Raw data:

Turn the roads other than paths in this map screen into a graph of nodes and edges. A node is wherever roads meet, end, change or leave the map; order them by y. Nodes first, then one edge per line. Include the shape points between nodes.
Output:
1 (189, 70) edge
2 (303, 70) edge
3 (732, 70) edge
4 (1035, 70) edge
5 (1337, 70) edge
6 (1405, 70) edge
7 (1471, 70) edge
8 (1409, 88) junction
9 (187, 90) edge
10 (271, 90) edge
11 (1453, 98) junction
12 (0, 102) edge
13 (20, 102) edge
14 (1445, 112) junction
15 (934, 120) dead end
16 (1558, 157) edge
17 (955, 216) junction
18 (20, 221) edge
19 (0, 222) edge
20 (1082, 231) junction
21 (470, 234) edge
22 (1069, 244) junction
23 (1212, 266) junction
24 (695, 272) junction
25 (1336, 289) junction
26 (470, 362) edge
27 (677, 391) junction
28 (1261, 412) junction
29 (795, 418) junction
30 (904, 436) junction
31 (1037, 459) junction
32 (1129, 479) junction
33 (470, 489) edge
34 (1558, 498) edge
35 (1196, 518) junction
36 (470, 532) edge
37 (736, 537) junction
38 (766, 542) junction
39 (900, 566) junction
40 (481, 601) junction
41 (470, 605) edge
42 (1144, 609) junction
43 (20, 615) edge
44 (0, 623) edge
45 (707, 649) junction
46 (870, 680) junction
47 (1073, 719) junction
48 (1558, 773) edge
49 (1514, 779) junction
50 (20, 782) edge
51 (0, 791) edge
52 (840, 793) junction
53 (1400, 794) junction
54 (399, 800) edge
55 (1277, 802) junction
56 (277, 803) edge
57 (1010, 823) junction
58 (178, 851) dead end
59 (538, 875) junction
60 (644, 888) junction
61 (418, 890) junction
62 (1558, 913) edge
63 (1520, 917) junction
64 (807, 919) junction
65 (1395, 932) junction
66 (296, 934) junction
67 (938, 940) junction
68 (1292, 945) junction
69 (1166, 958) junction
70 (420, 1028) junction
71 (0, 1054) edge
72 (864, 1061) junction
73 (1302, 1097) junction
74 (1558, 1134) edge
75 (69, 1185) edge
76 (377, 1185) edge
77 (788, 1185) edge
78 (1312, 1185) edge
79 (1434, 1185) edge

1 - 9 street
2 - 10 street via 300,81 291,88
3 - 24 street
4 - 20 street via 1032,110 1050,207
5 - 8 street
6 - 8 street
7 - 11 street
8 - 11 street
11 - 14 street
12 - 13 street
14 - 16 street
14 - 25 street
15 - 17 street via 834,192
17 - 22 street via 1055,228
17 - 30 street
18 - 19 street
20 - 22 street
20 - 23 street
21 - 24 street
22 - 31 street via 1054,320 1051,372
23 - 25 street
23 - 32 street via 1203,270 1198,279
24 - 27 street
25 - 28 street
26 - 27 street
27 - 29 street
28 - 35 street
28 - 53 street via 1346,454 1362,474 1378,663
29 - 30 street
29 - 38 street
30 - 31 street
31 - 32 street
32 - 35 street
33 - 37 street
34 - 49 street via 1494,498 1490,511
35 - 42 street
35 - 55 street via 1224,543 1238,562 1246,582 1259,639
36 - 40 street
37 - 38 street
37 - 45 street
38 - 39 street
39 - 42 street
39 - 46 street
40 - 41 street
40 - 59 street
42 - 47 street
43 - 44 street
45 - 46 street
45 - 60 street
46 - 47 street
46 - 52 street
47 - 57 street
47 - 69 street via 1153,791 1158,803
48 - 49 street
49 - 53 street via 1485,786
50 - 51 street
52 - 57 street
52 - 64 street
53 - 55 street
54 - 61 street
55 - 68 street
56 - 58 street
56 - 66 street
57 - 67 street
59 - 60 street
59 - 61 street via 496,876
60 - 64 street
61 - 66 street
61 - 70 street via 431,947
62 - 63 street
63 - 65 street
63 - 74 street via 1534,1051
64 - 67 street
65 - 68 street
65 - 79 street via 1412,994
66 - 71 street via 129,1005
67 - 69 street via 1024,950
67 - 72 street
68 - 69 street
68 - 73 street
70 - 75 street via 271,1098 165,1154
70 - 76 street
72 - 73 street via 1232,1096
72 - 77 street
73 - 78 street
--
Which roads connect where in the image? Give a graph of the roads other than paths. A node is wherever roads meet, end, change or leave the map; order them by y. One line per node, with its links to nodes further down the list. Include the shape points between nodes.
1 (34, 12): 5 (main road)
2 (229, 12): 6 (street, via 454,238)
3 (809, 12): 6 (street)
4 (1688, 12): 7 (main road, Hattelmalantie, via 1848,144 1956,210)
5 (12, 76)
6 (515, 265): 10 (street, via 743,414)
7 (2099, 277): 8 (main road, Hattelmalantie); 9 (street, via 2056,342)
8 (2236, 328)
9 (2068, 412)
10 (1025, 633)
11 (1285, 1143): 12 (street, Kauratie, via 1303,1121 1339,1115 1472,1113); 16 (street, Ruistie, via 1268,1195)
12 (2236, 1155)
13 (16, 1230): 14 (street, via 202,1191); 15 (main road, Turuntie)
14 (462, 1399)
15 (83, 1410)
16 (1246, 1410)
---
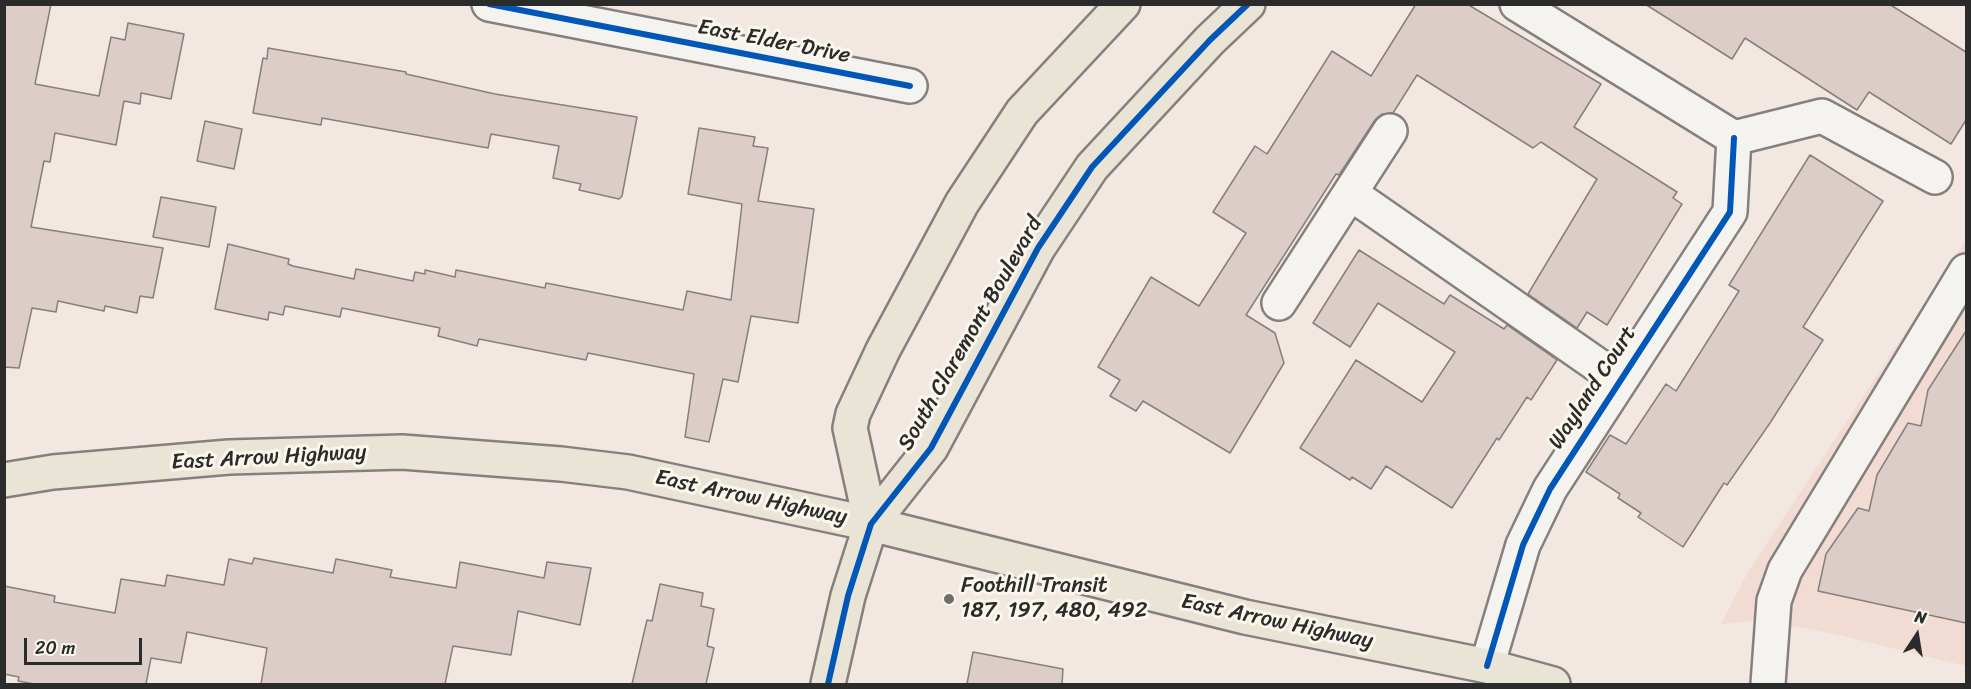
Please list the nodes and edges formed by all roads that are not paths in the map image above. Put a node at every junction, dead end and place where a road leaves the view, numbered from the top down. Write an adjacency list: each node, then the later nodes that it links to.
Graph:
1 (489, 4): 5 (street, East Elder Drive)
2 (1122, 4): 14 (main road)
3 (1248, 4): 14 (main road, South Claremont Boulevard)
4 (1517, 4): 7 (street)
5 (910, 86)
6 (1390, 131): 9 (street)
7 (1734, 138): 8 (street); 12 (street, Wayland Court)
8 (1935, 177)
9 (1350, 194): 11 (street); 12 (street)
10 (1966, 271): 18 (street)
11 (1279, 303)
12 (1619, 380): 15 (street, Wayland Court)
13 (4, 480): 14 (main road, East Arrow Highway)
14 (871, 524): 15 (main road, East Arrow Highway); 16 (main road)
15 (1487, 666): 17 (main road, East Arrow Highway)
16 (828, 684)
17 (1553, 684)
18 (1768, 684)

Exercise directions:
Search the data above for the word "then" and count the lines where it appears. Only the number should be given.

Solution for this exercise:
2